Prof. Fernando Kosiak


Ejercicios de escritura colectiva

Renga

El renga es un tipo de escritura japonesa que consiste en el encadenamiento en torno a una temática propuesta por el primer escribiente de tankas (poesías de dos estrofas: la primera de tres versos, de 5-7-5 sílabas; la segunda de dos: 7-7). Este tipo de poesía siempre se relacionaba con las personas, la naturaleza y sus derivados.

La señorita

pasea con su perro

por el callejón.

Mira con tranquilidad

el mercado cercano.

(Fernando)

Su mirada se

detiene sobre algo que

observó mientras

se acercaba al lugar

y ansiosa camina.

(Darío)

En el mercado

comprará rojos tomates

qué caros están

mejor hoy cocinará

unas ricas remolachas.

(Sandra)

La fruta fresca

distrae su rutina

y se acerca

pide bananas verdes

y se va sonriendo.

(Karime)

No piensa en nada

tararea canciones

eligió manzanas.

Su cabello ondulado

sus adornos de plata.

(Sebastián)


Cadáver exquisito

Éste es un modo de escritura de los surrealistas que, en las noches de diversión y camaradería, crearon este tipo de poesía, en la cual cada persona escribía una línea y doblaba el papel. Se lo pasaba a otra persona que agregaba una segunda línea y así sucesivamente. Cuando todos terminaron de realizar sus aportes leían la poesía, que, obviamente, lindaba con el delirio.

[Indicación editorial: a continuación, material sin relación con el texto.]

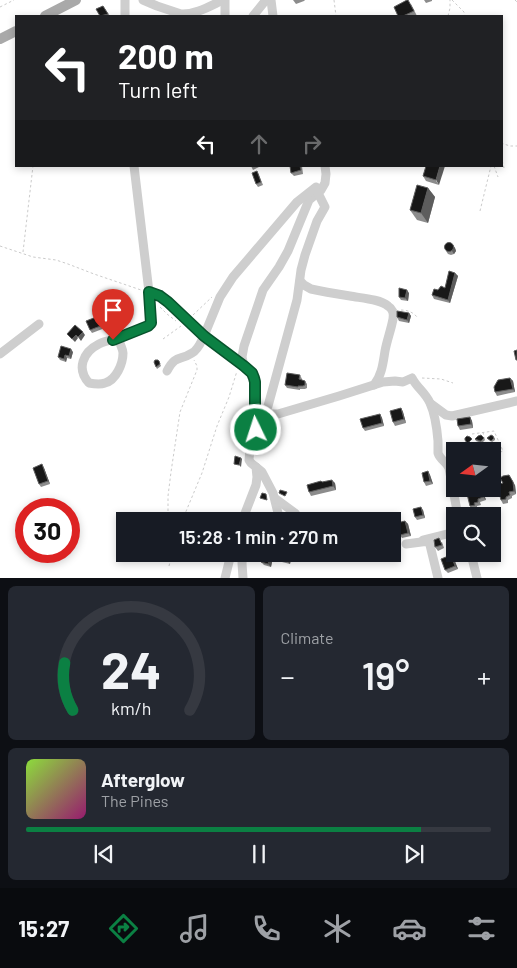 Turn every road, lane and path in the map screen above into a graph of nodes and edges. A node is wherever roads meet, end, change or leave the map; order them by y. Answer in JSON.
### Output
{"nodes":[{"id":1,"x":14,"y":0,"type":"edge"},
{"id":2,"x":76,"y":0,"type":"edge"},
{"id":3,"x":125,"y":0,"type":"edge"},
{"id":4,"x":142,"y":0,"type":"edge"},
{"id":5,"x":224,"y":0,"type":"edge"},
{"id":6,"x":266,"y":0,"type":"edge"},
{"id":7,"x":271,"y":0,"type":"edge"},
{"id":8,"x":334,"y":0,"type":"edge"},
{"id":9,"x":451,"y":0,"type":"edge"},
{"id":10,"x":0,"y":8,"type":"edge"},
{"id":11,"x":47,"y":15,"type":"edge"},
{"id":12,"x":126,"y":15,"type":"edge"},
{"id":13,"x":225,"y":15,"type":"edge"},
{"id":14,"x":254,"y":15,"type":"edge"},
{"id":15,"x":273,"y":15,"type":"edge"},
{"id":16,"x":336,"y":15,"type":"edge"},
{"id":17,"x":448,"y":15,"type":"edge"},
{"id":18,"x":466,"y":15,"type":"edge"},
{"id":19,"x":15,"y":32,"type":"edge"},
{"id":20,"x":0,"y":39,"type":"edge"},
{"id":21,"x":503,"y":144,"type":"edge"},
{"id":22,"x":517,"y":146,"type":"edge"},
{"id":23,"x":503,"y":164,"type":"edge"},
{"id":24,"x":33,"y":167,"type":"edge"},
{"id":25,"x":134,"y":167,"type":"edge"},
{"id":26,"x":321,"y":167,"type":"edge"},
{"id":27,"x":325,"y":167,"type":"edge"},
{"id":28,"x":491,"y":167,"type":"edge"},
{"id":29,"x":494,"y":167,"type":"edge"},
{"id":30,"x":504,"y":168,"type":"dead end"},
{"id":31,"x":498,"y":177,"type":"dead end"},
{"id":32,"x":317,"y":190,"type":"junction"},
{"id":33,"x":480,"y":211,"type":"dead end"},
{"id":34,"x":0,"y":246,"type":"edge"},
{"id":35,"x":23,"y":254,"type":"junction"},
{"id":36,"x":300,"y":281,"type":"junction"},
{"id":37,"x":149,"y":292,"type":"junction"},
{"id":38,"x":213,"y":296,"type":"dead end"},
{"id":39,"x":393,"y":311,"type":"junction"},
{"id":40,"x":417,"y":317,"type":"dead end"},
{"id":41,"x":188,"y":320,"type":"junction"},
{"id":42,"x":38,"y":324,"type":"dead end"},
{"id":43,"x":204,"y":336,"type":"junction"},
{"id":44,"x":119,"y":338,"type":"junction"},
{"id":45,"x":163,"y":339,"type":"dead end"},
{"id":46,"x":0,"y":354,"type":"edge"},
{"id":47,"x":186,"y":356,"type":"junction"},
{"id":48,"x":242,"y":364,"type":"junction"},
{"id":49,"x":167,"y":371,"type":"dead end"},
{"id":50,"x":412,"y":378,"type":"junction"},
{"id":51,"x":453,"y":383,"type":"dead end"},
{"id":52,"x":374,"y":385,"type":"junction"},
{"id":53,"x":517,"y":401,"type":"edge"},
{"id":54,"x":431,"y":404,"type":"junction"},
{"id":55,"x":261,"y":413,"type":"junction"},
{"id":56,"x":483,"y":432,"type":"junction"},
{"id":57,"x":472,"y":434,"type":"dead end"},
{"id":58,"x":485,"y":442,"type":"edge"},
{"id":59,"x":499,"y":442,"type":"edge"},
{"id":60,"x":256,"y":466,"type":"junction"},
{"id":61,"x":276,"y":499,"type":"junction"},
{"id":62,"x":456,"y":507,"type":"edge"},
{"id":63,"x":168,"y":512,"type":"edge"},
{"id":64,"x":186,"y":512,"type":"edge"},
{"id":65,"x":246,"y":512,"type":"edge"},
{"id":66,"x":278,"y":512,"type":"edge"},
{"id":67,"x":294,"y":512,"type":"edge"},
{"id":68,"x":446,"y":535,"type":"edge"},
{"id":69,"x":446,"y":536,"type":"edge"},
{"id":70,"x":429,"y":541,"type":"junction"},
{"id":71,"x":229,"y":562,"type":"edge"},
{"id":72,"x":242,"y":562,"type":"edge"},
{"id":73,"x":473,"y":562,"type":"edge"},
{"id":74,"x":225,"y":578,"type":"edge"},
{"id":75,"x":243,"y":578,"type":"edge"},
{"id":76,"x":438,"y":578,"type":"edge"},
{"id":77,"x":477,"y":578,"type":"edge"}],
"edges":[{"from":1,"to":10,"type":"path"},
{"from":2,"to":11,"type":"main road"},
{"from":3,"to":12,"type":"street"},
{"from":4,"to":5,"type":"street"},
{"from":5,"to":13,"type":"street"},
{"from":6,"to":14,"type":"street"},
{"from":7,"to":15,"type":"street"},
{"from":8,"to":16,"type":"path"},
{"from":9,"to":17,"type":"path"},
{"from":9,"to":18,"type":"path"},
{"from":19,"to":20,"type":"main road"},
{"from":21,"to":22,"type":"path"},
{"from":23,"to":30,"type":"path"},
{"from":24,"to":35,"type":"path"},
{"from":25,"to":37,"type":"street"},
{"from":26,"to":32,"type":"street"},
{"from":27,"to":32,"type":"street"},
{"from":28,"to":33,"type":"path"},
{"from":29,"to":31,"type":"path"},
{"from":32,"to":36,"type":"street"},
{"from":32,"to":43,"type":"street"},
{"from":32,"to":48,"type":"street"},
{"from":34,"to":35,"type":"path"},
{"from":35,"to":37,"type":"path"},
{"from":36,"to":39,"type":"street"},
{"from":36,"to":55,"type":"street"},
{"from":37,"to":41,"type":"street"},
{"from":37,"to":44,"type":"street"},
{"from":38,"to":41,"type":"path"},
{"from":39,"to":40,"type":"path"},
{"from":39,"to":52,"type":"street"},
{"from":41,"to":43,"type":"street"},
{"from":41,"to":45,"type":"path"},
{"from":42,"to":46,"type":"street"},
{"from":43,"to":47,"type":"street"},
{"from":43,"to":48,"type":"street"},
{"from":44,"to":44,"type":"street"},
{"from":47,"to":49,"type":"street"},
{"from":47,"to":63,"type":"path"},
{"from":48,"to":55,"type":"street"},
{"from":48,"to":64,"type":"path"},
{"from":50,"to":51,"type":"path"},
{"from":50,"to":52,"type":"street"},
{"from":50,"to":54,"type":"street"},
{"from":52,"to":55,"type":"street"},
{"from":53,"to":54,"type":"street"},
{"from":54,"to":62,"type":"street"},
{"from":55,"to":60,"type":"street"},
{"from":56,"to":57,"type":"path"},
{"from":56,"to":58,"type":"path"},
{"from":56,"to":59,"type":"path"},
{"from":60,"to":61,"type":"street"},
{"from":60,"to":65,"type":"street"},
{"from":61,"to":66,"type":"street"},
{"from":61,"to":67,"type":"street"},
{"from":68,"to":70,"type":"street"},
{"from":69,"to":70,"type":"street"},
{"from":70,"to":76,"type":"street"},
{"from":71,"to":74,"type":"street"},
{"from":72,"to":75,"type":"street"},
{"from":73,"to":77,"type":"street"}]}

Agua que brota de mis poros y no es sudor.

Santa los explotaba y ya cansados los duendes hicieron huelga.

Lo que mata es la cadencia, vieja sentencia, jugando a ser dioses damos

Y empezó a llover, y la gente corría de aquí para allá

Las personas caminan por las calles sin interesarse en nada.

Y todas estas cosas pasan porque la gente está muy loca.

Un gato gris y sucio y desgraciado al lado de una mujer gorda y abandonada, no vieja pero avejentada.

Los faraones ya no comparten sus esclavos.


Sandra Motta


Regresiones de los miércoles

Como cada tarde de miércoles al caer el sol, los muertos emprendían el camino al pueblo.

Los vecinos ya recluidos en sus casas, aguardaban atentos la llegada.

Uno a uno en prolija fila iría tomando su lugar.

Volvían para efectuar los asuntos pendientes que le habían quedado en este mundo.

Al viejo Felipe, más flaco ahora que de costumbre, lo veían entrar al club a paso lento. Ya en la cancha de bochas, ejecutaba la jugada final, esa que quedó inconclusa cuando le reventó el corazón.

Alfredo, el soltero empedernido y holgazán, regresaba cada tarde religiosamente a la casa de su madre, la que había olvidado en sus tiempos mozos.

Catalina, la costurera del barrio, tomaba posición en su antigua y desgastada máquina a pedal y allí pasaba horas trabajando en aquel vestido encargado por la hija del coronel. A su lado en un lamento constante, su marido de rodillas le pedía perdón por haberla asesinado.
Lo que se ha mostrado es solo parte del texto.